* Work task
Search the entries below for "above". Report each line where it occurs.

+ + + + + + +

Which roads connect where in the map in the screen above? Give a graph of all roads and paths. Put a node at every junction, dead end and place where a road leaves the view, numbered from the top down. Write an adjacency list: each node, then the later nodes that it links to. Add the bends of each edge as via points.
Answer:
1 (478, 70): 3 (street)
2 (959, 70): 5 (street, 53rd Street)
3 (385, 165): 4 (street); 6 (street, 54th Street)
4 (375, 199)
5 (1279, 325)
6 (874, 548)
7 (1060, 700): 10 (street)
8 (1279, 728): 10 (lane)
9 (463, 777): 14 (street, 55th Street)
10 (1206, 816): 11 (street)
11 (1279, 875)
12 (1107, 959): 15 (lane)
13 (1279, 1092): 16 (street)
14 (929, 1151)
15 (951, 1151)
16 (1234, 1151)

+ + + + + + +

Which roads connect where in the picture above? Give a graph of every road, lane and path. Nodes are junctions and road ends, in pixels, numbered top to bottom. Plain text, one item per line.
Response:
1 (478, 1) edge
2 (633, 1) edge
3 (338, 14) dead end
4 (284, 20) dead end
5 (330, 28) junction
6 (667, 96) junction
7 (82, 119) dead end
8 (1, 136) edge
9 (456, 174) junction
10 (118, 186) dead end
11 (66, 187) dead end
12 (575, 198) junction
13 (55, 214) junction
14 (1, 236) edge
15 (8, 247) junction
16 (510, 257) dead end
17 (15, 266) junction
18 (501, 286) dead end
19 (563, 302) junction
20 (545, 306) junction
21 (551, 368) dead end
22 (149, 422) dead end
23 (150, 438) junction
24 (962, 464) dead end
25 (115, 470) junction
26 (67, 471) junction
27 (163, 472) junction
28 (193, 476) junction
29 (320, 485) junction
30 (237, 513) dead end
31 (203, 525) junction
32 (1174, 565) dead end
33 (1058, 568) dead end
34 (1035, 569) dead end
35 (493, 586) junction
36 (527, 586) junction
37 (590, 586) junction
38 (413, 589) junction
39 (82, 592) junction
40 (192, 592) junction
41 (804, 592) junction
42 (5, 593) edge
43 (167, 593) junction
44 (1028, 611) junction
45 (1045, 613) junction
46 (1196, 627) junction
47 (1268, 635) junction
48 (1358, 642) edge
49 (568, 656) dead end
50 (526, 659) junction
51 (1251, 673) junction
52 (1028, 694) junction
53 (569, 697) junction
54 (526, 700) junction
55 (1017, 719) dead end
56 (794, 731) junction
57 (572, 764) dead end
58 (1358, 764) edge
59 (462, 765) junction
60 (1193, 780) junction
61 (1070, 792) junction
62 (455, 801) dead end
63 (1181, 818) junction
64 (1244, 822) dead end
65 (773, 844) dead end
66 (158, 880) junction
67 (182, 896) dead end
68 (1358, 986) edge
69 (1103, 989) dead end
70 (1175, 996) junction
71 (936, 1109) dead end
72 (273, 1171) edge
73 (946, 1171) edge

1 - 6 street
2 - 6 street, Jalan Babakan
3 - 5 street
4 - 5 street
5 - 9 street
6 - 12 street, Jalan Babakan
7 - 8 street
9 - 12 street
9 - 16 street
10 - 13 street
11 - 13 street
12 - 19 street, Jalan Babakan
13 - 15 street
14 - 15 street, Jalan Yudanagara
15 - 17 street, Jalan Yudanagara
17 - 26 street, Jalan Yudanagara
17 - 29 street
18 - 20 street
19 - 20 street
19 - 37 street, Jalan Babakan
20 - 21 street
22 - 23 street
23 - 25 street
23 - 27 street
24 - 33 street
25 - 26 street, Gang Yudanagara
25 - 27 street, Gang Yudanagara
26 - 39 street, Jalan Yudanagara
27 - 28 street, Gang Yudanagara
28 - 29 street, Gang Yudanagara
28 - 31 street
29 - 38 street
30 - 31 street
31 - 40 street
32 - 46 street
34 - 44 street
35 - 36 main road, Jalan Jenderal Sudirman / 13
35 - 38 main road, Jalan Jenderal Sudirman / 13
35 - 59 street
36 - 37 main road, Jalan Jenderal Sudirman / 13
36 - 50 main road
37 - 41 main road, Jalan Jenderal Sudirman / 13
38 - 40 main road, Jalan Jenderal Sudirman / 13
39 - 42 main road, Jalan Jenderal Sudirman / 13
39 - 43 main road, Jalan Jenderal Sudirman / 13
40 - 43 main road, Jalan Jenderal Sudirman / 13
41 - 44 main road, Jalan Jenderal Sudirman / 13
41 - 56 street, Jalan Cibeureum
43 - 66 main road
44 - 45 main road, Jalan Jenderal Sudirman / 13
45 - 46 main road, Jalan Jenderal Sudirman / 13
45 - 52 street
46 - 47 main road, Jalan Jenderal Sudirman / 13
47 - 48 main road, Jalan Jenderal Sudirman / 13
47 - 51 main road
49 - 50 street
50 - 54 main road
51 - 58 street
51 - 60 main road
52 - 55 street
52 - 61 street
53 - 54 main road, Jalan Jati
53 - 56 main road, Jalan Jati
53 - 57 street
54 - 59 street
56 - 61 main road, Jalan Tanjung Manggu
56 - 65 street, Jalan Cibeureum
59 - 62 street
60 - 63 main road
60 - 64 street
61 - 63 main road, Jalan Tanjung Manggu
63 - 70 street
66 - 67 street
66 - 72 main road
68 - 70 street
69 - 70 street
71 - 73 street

+ + + + + + +

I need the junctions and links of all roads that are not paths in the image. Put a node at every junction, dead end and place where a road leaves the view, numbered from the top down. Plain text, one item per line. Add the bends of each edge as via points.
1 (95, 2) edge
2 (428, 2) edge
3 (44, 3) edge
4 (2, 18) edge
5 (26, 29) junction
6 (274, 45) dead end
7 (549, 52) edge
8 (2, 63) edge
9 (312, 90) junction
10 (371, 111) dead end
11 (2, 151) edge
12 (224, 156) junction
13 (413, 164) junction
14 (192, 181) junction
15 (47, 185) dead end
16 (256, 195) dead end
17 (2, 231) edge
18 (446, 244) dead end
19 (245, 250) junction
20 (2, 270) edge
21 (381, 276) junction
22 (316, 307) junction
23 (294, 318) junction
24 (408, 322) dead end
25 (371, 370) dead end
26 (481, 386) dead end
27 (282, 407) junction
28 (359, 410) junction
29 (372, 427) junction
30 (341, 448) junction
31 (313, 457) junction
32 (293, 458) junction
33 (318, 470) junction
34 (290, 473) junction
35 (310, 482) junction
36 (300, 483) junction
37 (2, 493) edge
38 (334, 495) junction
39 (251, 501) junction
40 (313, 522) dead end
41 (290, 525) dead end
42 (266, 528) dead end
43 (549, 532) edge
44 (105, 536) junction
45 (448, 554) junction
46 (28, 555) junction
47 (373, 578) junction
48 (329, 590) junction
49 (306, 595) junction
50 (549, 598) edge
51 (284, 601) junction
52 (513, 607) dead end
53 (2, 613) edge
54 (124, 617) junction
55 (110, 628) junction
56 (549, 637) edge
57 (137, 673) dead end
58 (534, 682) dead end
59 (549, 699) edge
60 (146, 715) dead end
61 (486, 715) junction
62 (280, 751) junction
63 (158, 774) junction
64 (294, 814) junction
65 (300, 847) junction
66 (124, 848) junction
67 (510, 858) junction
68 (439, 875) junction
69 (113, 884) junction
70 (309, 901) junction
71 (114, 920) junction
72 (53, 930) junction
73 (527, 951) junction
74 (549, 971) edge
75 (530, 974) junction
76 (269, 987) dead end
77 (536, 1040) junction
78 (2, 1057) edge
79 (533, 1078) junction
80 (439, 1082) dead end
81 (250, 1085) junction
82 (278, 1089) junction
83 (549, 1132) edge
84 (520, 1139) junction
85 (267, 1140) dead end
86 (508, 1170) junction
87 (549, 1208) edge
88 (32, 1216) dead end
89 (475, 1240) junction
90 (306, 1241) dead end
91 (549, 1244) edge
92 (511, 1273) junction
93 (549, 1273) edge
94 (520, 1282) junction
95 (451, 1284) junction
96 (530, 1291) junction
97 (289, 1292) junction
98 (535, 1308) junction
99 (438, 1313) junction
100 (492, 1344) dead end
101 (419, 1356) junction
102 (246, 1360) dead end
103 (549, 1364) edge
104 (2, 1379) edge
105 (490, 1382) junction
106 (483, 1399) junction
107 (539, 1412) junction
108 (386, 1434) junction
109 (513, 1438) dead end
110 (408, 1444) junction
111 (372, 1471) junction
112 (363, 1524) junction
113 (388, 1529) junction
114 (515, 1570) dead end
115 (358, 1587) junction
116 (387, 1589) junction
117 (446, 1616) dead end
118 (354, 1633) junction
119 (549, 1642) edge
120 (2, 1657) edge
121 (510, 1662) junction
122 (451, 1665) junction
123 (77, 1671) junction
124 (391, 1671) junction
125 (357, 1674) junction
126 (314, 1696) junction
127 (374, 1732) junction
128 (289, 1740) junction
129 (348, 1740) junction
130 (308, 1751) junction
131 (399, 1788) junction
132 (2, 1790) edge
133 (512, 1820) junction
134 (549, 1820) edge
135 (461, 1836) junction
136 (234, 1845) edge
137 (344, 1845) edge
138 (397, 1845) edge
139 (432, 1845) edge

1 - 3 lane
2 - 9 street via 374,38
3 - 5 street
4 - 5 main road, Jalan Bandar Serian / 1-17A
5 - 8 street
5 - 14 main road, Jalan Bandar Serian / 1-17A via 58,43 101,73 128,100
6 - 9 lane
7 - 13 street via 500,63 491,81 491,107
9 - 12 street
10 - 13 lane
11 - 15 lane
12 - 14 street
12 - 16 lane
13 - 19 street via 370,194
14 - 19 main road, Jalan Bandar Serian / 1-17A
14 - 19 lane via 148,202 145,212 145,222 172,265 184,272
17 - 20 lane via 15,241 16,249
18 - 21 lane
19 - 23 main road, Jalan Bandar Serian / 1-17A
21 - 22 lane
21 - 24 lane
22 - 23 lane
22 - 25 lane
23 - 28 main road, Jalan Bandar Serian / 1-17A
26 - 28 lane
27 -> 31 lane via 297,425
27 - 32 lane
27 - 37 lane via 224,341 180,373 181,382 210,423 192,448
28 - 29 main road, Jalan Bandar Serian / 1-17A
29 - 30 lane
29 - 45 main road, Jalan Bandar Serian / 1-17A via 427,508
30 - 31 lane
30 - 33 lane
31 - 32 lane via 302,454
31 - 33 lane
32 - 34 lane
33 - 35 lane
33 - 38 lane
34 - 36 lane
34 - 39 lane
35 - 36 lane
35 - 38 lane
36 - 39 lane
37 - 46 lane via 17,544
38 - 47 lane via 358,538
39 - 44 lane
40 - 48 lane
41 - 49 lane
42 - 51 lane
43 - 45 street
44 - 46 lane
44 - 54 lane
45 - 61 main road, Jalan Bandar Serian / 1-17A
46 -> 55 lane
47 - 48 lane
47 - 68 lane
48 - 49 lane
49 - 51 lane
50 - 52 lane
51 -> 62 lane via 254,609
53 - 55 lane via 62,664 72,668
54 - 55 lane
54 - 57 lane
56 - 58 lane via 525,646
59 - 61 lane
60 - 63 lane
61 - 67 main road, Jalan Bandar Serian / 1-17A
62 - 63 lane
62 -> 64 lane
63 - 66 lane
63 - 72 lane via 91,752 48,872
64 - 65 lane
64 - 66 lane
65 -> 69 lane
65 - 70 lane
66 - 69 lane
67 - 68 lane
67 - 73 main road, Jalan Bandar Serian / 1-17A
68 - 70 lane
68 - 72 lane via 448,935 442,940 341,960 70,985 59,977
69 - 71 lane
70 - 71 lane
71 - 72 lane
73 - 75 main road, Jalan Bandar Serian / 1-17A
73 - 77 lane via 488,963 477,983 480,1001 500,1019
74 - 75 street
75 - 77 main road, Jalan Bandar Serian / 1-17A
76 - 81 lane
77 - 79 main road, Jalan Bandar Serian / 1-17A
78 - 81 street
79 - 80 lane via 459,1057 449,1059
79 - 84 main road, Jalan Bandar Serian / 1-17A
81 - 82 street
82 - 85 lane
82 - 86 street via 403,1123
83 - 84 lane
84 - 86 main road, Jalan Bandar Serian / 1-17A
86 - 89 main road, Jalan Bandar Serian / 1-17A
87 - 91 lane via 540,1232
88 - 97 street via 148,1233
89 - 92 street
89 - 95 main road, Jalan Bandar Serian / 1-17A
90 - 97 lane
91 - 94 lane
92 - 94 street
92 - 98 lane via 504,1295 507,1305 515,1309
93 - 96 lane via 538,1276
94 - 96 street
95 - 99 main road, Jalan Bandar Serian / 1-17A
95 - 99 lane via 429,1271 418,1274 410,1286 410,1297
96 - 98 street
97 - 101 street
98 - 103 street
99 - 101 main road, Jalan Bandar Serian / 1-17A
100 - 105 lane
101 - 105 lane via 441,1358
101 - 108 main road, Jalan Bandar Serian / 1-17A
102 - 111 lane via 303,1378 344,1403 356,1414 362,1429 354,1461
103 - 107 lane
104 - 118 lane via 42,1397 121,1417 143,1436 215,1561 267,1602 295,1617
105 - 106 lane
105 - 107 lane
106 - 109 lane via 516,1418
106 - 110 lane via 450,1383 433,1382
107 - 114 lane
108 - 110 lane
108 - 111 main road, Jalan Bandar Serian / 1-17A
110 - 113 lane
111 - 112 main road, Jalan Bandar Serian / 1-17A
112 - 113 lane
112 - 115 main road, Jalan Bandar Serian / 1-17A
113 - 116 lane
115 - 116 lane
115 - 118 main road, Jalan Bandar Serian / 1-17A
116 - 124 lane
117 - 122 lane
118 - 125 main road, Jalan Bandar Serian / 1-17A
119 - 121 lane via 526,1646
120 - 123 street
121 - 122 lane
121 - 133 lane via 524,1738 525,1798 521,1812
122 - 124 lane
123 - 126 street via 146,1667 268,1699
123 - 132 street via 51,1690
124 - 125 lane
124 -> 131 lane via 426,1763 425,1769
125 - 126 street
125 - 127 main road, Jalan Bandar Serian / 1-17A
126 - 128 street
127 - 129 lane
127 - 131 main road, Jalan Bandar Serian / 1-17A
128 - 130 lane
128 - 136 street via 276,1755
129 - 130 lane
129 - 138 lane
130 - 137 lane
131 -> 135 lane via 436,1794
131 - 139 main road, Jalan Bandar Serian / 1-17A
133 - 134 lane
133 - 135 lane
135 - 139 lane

+ + + + + + +

* The completed task
Which roads connect where in the map in the screen above? Give a graph of all roads and paths. Put a node at every junction, dead end and place where a road leaves the view, numbered from the top down. Write an adjacency list: each node, then the later nodes that it links to. Add the bends of each edge as via points.
Which roads connect where in the picture above? Give a graph of every road, lane and path. Nodes are junctions and road ends, in pixels, numbered top to bottom. Plain text, one item per line.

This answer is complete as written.